Yoksa yeni borç vermeyeceklerdi. Ama Menderes bunu yapamaz, musluğun suyunu
kesemezdi. Sovyetler’e başvurmaktan söz etti. Soğuk savaş döneminde bu ABD
için kabul edilemezdi. Apar topar Türkiye’ye gelen ABD heyeti Menderes’in
ipini çekti.
Darbeden
sonra MBK ile ABD arasında çok iyi ilişkiler kurulur. ABD, komiteye mali
yardım yapar. Buğday rekoltesi düşük çıkan Türkiye’ye yoldaki gemilerin
rotası değiştirilerek yardım gönderilir. 27 Mayıs’a kadar çok cimri davranan
ABD, Türkiye’ye Temmuz günlerinde Türkiye’ye arka arkaya yardım yapar.
Sonrasında, bir sene içinde Türkiye’ye yapılan yardımlar 3 misline yükselir.
Türkiye’deki
bütün askeri darbeler
son
tahlilde burjuvaziye hizmet ediyor
27
Mayıs ile olduğu gibi, Türkiye’de bütün askeri darbeler burjuvazinin bir
hareketi olarak ortaya çıkıyor.
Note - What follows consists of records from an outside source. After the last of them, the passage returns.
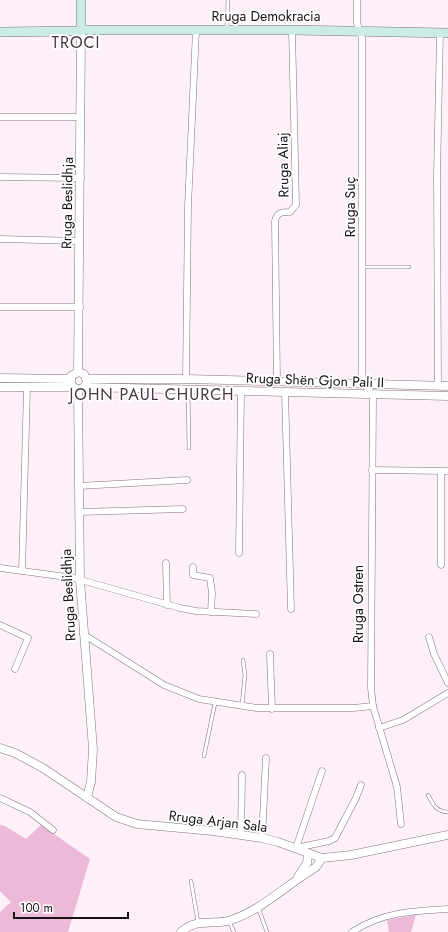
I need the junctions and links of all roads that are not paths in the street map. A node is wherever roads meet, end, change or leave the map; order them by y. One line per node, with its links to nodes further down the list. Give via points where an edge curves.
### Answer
1 (81, 0): 8 (main road, Rruga Beslidhja)
2 (228, 0): 5 (lane)
3 (357, 0): 7 (street, Rruga Suç, via 357,23)
4 (196, 30): 5 (main road, Rruga Demokracia); 8 (main road, Rruga Demokracia); 25 (street, via 188,206)
5 (227, 30): 6 (main road, Rruga Demokracia)
6 (292, 30): 7 (main road, Rruga Demokracia); 26 (street, Rruga Aliaj, via 296,205 290,212 276,215 275,221)
7 (360, 30): 10 (main road, Rruga Demokracia); 17 (street, Rruga Suç)
8 (81, 31): 9 (main road, Rruga Demokracia); 12 (street, Rruga Beslidhja)
9 (0, 32)
10 (444, 33): 28 (street, via 437,176)
11 (0, 117): 12 (street)
12 (81, 117): 14 (street, Rruga Beslidhja)
13 (0, 177): 14 (street)
14 (81, 178): 16 (street, Rruga Beslidhja)
15 (0, 239): 16 (street)
16 (80, 241): 20 (street, Rruga Beslidhja)
17 (361, 266): 18 (lane); 27 (street, Rruga Suç)
18 (409, 266)
19 (0, 307): 20 (street)
20 (80, 307): 21 (street, Rruga Beslidhja)
21 (78, 372): 23 (street); 24 (street, via 84,374)
22 (0, 378): 23 (street)
23 (70, 379): 32 (street)
24 (87, 379): 25 (street, Rruga Shën Gjon Pali II); 32 (street)
25 (186, 379): 26 (street, Rruga Shën Gjon Pali II)
26 (277, 381): 27 (street, Rruga Shën Gjon Pali II)
27 (364, 384): 28 (street, Rruga Shën Gjon Pali II); 36 (street)
28 (438, 386): 29 (street, Rruga Shën Gjon Pali II)
29 (448, 386)
30 (0, 387): 31 (street, Rruga Shën Gjon Pali II)
31 (27, 388): 32 (street, Rruga Shën Gjon Pali II); 50 (street)
32 (78, 388): 33 (street, Rruga Shën Gjon Pali II); 42 (street, Rruga Beslidhja)
33 (188, 390): 34 (street, Rruga Shën Gjon Pali II); 38 (lane)
34 (241, 391): 35 (street, Rruga Shën Gjon Pali II); 45 (street)
35 (285, 392): 36 (street, Rruga Shën Gjon Pali II); 53 (street)
36 (372, 394): 37 (street, Rruga Shën Gjon Pali II); 39 (street, Rruga Ostren)
37 (448, 396)
38 (189, 448)
39 (372, 470): 40 (street); 65 (street, Rruga Ostren, via 370,641)
40 (445, 472): 47 (street)
41 (187, 480): 42 (street)
42 (79, 486): 44 (street, Rruga Beslidhja)
43 (183, 509): 44 (street)
44 (79, 512): 51 (street, Rruga Beslidhja)
45 (239, 553)
46 (166, 563): 52 (street)
47 (441, 564)
48 (192, 567): 54 (street, via 193,576 210,578)
49 (0, 568): 50 (street)
50 (22, 571): 51 (street)
51 (80, 580): 52 (street); 57 (street, Rruga Beslidhja)
52 (167, 605): 54 (street)
53 (291, 609)
54 (211, 612): 55 (street)
55 (256, 614)
56 (0, 625): 61 (street, via 28,638)
57 (83, 634): 64 (street, via 164,685 187,695); 76 (street, Rruga Beslidhja, via 93,749 91,782)
58 (429, 637): 62 (street)
59 (270, 654): 67 (street)
60 (243, 660): 66 (lane, via 245,675)
61 (15, 669)
62 (448, 683)
63 (448, 693): 68 (street, via 403,720)
64 (215, 702): 66 (street); 70 (lane)
65 (373, 706): 67 (street); 68 (street, Rruga Ostren)
66 (241, 707): 67 (street)
67 (272, 708)
68 (379, 728): 79 (street, Rruga Ostren, via 397,787)
69 (0, 748): 76 (street, Rruga Arjan Sala, via 28,759)
70 (204, 756)
71 (266, 758): 83 (street)
72 (322, 771): 84 (street)
73 (242, 776): 81 (street)
74 (361, 785): 84 (street, via 335,838)
75 (428, 795): 78 (lane, via 438,810)
76 (87, 797): 81 (street, Rruga Arjan Sala, via 116,817 137,824)
77 (0, 798): 80 (street, via 30,812)
78 (448, 812)
79 (401, 824)
80 (53, 830)
81 (241, 835): 83 (street, Rruga Arjan Sala)
82 (448, 835): 86 (street, Rruga Arjan Sala, via 351,855)
83 (262, 838): 84 (street, Rruga Arjan Sala)
84 (296, 848): 85 (street, Rruga Arjan Sala)
85 (308, 854): 86 (street, Rruga Arjan Sala); 88 (street, via 307,863)
86 (322, 858): 88 (street, via 316,866)
87 (191, 881): 92 (lane)
88 (295, 881): 89 (street)
89 (258, 906): 91 (street); 95 (lane)
90 (448, 909): 96 (street, via 388,915 376,918)
91 (229, 921): 92 (street); 94 (lane)
92 (198, 922): 93 (street)
93 (181, 932)
94 (234, 932)
95 (267, 932)
96 (352, 932)

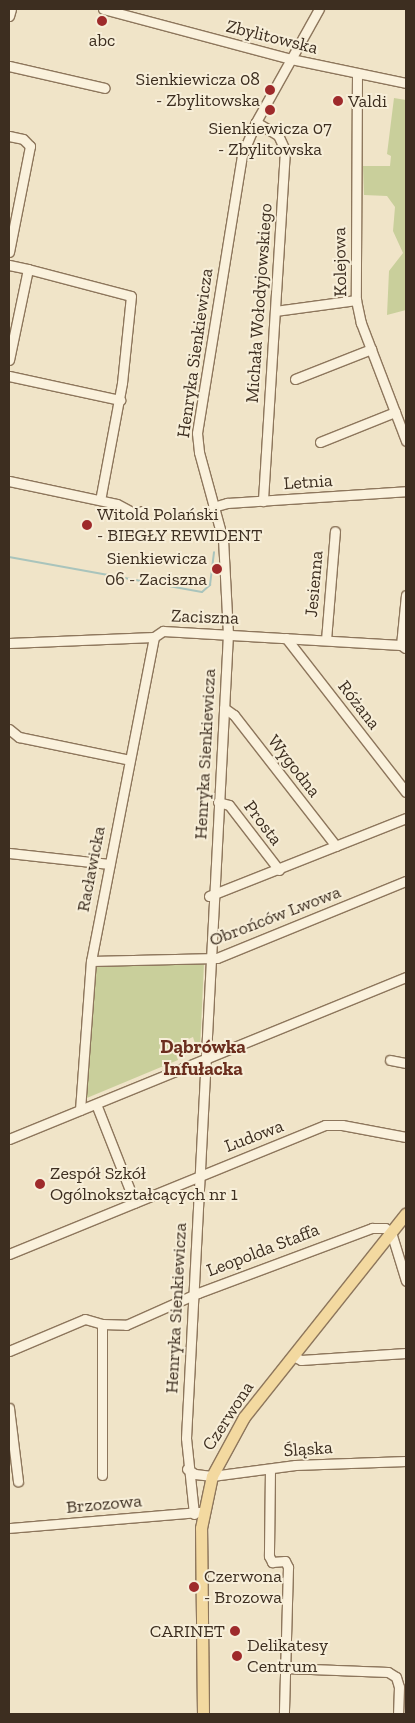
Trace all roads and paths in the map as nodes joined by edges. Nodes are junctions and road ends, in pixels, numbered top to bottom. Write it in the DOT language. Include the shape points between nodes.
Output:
graph roads {
  1 [pos="11,9"];
  2 [pos="103,9"];
  3 [pos="319,9"];
  4 [pos="9,16"];
  5 [pos="291,59"];
  6 [pos="9,66"];
  7 [pos="357,73"];
  8 [pos="406,83"];
  9 [pos="105,88"];
  10 [pos="256,122"];
  11 [pos="9,136"];
  12 [pos="9,252"];
  13 [pos="9,265"];
  14 [pos="28,269"];
  15 [pos="356,300"];
  16 [pos="275,311"];
  17 [pos="371,349"];
  18 [pos="9,360"];
  19 [pos="9,376"];
  20 [pos="295,379"];
  21 [pos="120,400"];
  22 [pos="395,412"];
  23 [pos="406,441"];
  24 [pos="320,442"];
  25 [pos="9,482"];
  26 [pos="406,491"];
  27 [pos="100,500"];
  28 [pos="263,501"];
  29 [pos="213,507"];
  30 [pos="142,511"];
  31 [pos="335,531"];
  32 [pos="406,595"];
  33 [pos="228,634"];
  34 [pos="154,637"];
  35 [pos="286,638"];
  36 [pos="326,640"];
  37 [pos="9,643"];
  38 [pos="404,647"];
  39 [pos="224,708"];
  40 [pos="9,728"];
  41 [pos="130,760"];
  42 [pos="406,792"];
  43 [pos="218,802"];
  44 [pos="406,818"];
  45 [pos="336,846"];
  46 [pos="9,853"];
  47 [pos="109,864"];
  48 [pos="279,870"];
  49 [pos="406,881"];
  50 [pos="212,896"];
  51 [pos="210,959"];
  52 [pos="90,961"];
  53 [pos="406,978"];
  54 [pos="205,1059"];
  55 [pos="390,1060"];
  56 [pos="406,1063"];
  57 [pos="96,1104"];
  58 [pos="80,1110"];
  59 [pos="406,1137"];
  60 [pos="9,1139"];
  61 [pos="199,1175"];
  62 [pos="135,1203"];
  63 [pos="406,1213"];
  64 [pos="391,1232"];
  65 [pos="9,1254"];
  66 [pos="406,1281"];
  67 [pos="193,1297"];
  68 [pos="102,1324"];
  69 [pos="9,1351"];
  70 [pos="406,1352"];
  71 [pos="293,1356"];
  72 [pos="9,1408"];
  73 [pos="406,1461"];
  74 [pos="187,1469"];
  75 [pos="270,1469"];
  76 [pos="102,1475"];
  77 [pos="212,1476"];
  78 [pos="18,1481"];
  79 [pos="198,1513"];
  80 [pos="9,1528"];
  81 [pos="285,1668"];
  82 [pos="203,1714"];
  83 [pos="284,1714"];
  84 [pos="398,1714"];
  1 -- 4 [label="street"];
  2 -- 5 [label="street, Zbylitowska"];
  3 -- 5 [label="street, Henryka Sienkiewicza"];
  5 -- 7 [label="street, Zbylitowska"];
  5 -- 10 [label="street, Henryka Sienkiewicza"];
  6 -- 9 [label="street"];
  7 -- 8 [label="street, Zbylitowska"];
  7 -- 15 [label="street, Kolejowa"];
  10 -- 16 [label="street, Michała Wołodyjowskiego" via="278,135 286,150"];
  10 -- 29 [label="street, Henryka Sienkiewicza" via="242,156 198,422 199,452"];
  11 -- 12 [label="street" via="27,142 29,154"];
  13 -- 14 [label="street"];
  14 -- 18 [label="street"];
  14 -- 21 [label="street" via="131,296"];
  15 -- 16 [label="street"];
  15 -- 17 [label="street, Kolejowa"];
  16 -- 28 [label="street, Michała Wołodyjowskiego"];
  17 -- 20 [label="street"];
  17 -- 22 [label="street, Kolejowa"];
  19 -- 21 [label="street"];
  21 -- 27 [label="street"];
  22 -- 23 [label="street, Kolejowa"];
  22 -- 24 [label="street"];
  25 -- 27 [label="street"];
  26 -- 28 [label="street, Letnia"];
  27 -- 30 [label="street" via="125,506 134,513"];
  28 -- 29 [label="street, Letnia"];
  29 -- 33 [label="street, Henryka Sienkiewicza" via="225,558"];
  31 -- 36 [label="street, Jesienna"];
  32 -- 38 [label="street"];
  33 -- 34 [label="street, Zaciszna" via="163,631"];
  33 -- 35 [label="street, Zaciszna"];
  33 -- 39 [label="street, Henryka Sienkiewicza"];
  34 -- 37 [label="street, Zaciszna"];
  34 -- 41 [label="street, Racławicka"];
  35 -- 36 [label="street, Zaciszna"];
  35 -- 42 [label="street, Różana"];
  36 -- 38 [label="street, Zaciszna"];
  39 -- 43 [label="street, Henryka Sienkiewicza"];
  39 -- 45 [label="street, Wygodna" via="234,715"];
  40 -- 41 [label="street" via="19,737"];
  41 -- 47 [label="street, Racławicka"];
  43 -- 48 [label="street, Prosta" via="229,805"];
  43 -- 50 [label="street, Henryka Sienkiewicza"];
  44 -- 45 [label="street"];
  45 -- 48 [label="street"];
  46 -- 47 [label="street"];
  47 -- 52 [label="street, Racławicka"];
  48 -- 50 [label="street"];
  49 -- 51 [label="street, Obrońców Lwowa"];
  50 -- 51 [label="street, Henryka Sienkiewicza"];
  51 -- 52 [label="street, Obrońców Lwowa"];
  51 -- 54 [label="street, Henryka Sienkiewicza"];
  52 -- 58 [label="street, Racławicka"];
  53 -- 54 [label="street"];
  54 -- 57 [label="street"];
  54 -- 61 [label="street, Henryka Sienkiewicza"];
  55 -- 56 [label="street"];
  57 -- 58 [label="street"];
  57 -- 62 [label="street"];
  58 -- 60 [label="street"];
  59 -- 61 [label="street, Ludowa" via="342,1124 326,1125"];
  61 -- 62 [label="street, Ludowa"];
  61 -- 67 [label="street, Henryka Sienkiewicza"];
  62 -- 65 [label="street, Ludowa"];
  63 -- 64 [label="main road, Czerwona"];
  64 -- 66 [label="street"];
  64 -- 67 [label="street, Leopolda Staffa" via="385,1228 372,1228 347,1235"];
  64 -- 71 [label="main road, Czerwona"];
  67 -- 68 [label="street, Leopolda Staffa" via="126,1325"];
  67 -- 74 [label="street, Henryka Sienkiewicza"];
  68 -- 69 [label="street, Leopolda Staffa" via="85,1319"];
  68 -- 76 [label="street"];
  70 -- 71 [label="street" via="301,1360"];
  71 -- 77 [label="main road, Czerwona" via="244,1417"];
  72 -- 78 [label="street"];
  73 -- 75 [label="street, Śląska"];
  74 -- 77 [label="street" via="195,1474"];
  74 -- 79 [label="street, Henryka Sienkiewicza"];
  75 -- 77 [label="street, Śląska"];
  75 -- 81 [label="street" via="268,1556 272,1562 285,1561 288,1567"];
  77 -- 79 [label="main road, Czerwona"];
  79 -- 80 [label="street, Brzozowa"];
  79 -- 82 [label="main road, Czerwona"];
  81 -- 83 [label="street"];
  81 -- 84 [label="street" via="388,1672 396,1677 399,1686"];
}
Menderes dönemi, o güne kadar son haddine
kadar gerilmiş ve yaydan fırlayan bir ok gibi gem almaz liberalizminin son
aşamada raydan çıkışını simgeliyor. Ama her yeni atılım için olduğu gibi, bu
sefer de liberalizmin bu atılımı, bağrında yeni bir gelişmeyi de beraberinde
getiriyor. Bu da sanayi burjuvazisinin ortaya çıkışı ve yükselişidir.
Menderes,
tarım ve ticaret burjuvazisinin temsilcisiydi. Burjuvazinin bu kesimi,
geleneksel değerlere sahiptir. Yeni gelişmelere açık değildir. Tutuculuğu,
onu düzenin değişmesine itecek her türlü gelişme karşı endişe ile bakmasına
yol açar.
Ama
kendi içinden çıkan sanayi burjuvazisi, Menderes’in içinde bulunduğu çıkmazı
görmüş ve onun geleneksel burjuvazisi ile olan göbek bağını kesmesinin mümkün
olmadığını değerlendirmiştir. Oysa artık bir şeylerin değişmesi
gerekmektedir. Sürdürülen haris sömürü politikaları, ülkeyi uçuruma
götürmektedir. 27 darbesi, kendinden sora bir dizi ve aynı nitelikte darbeler
sürecini başlatan ve CIA'nın baş aktör olarak yer aldığı bir harekettir. Kısa
süre sonra kendisine "bol" veya "lüks" gelecek bir
özgürlükler sağlamış görünüyorsa da, bu sanayi burjuvazisinin programına uygundu.
Çünkü Menderes hükümetinin yol açtığı tahribat ancak bu şekilde toplumsal
muhalefet ile uzlaşı sağlayacak ortamı yaratabilirdi.
Komünizmin
ciddi tehlike oluşturduğu tüm Avrupa ülkelerinde olduğu gibi, Türk Gladio'su
da Türkiye’nin şer odaklarını oluşturmaktadır. Kendisini hangi isim altında
tanımlarsa tanımlasın, onun dün olduğu gibi bugün de CIA ile omuz omuza oluşu
halkın gözünde kimliğini gizlemeye yetmeyecektir.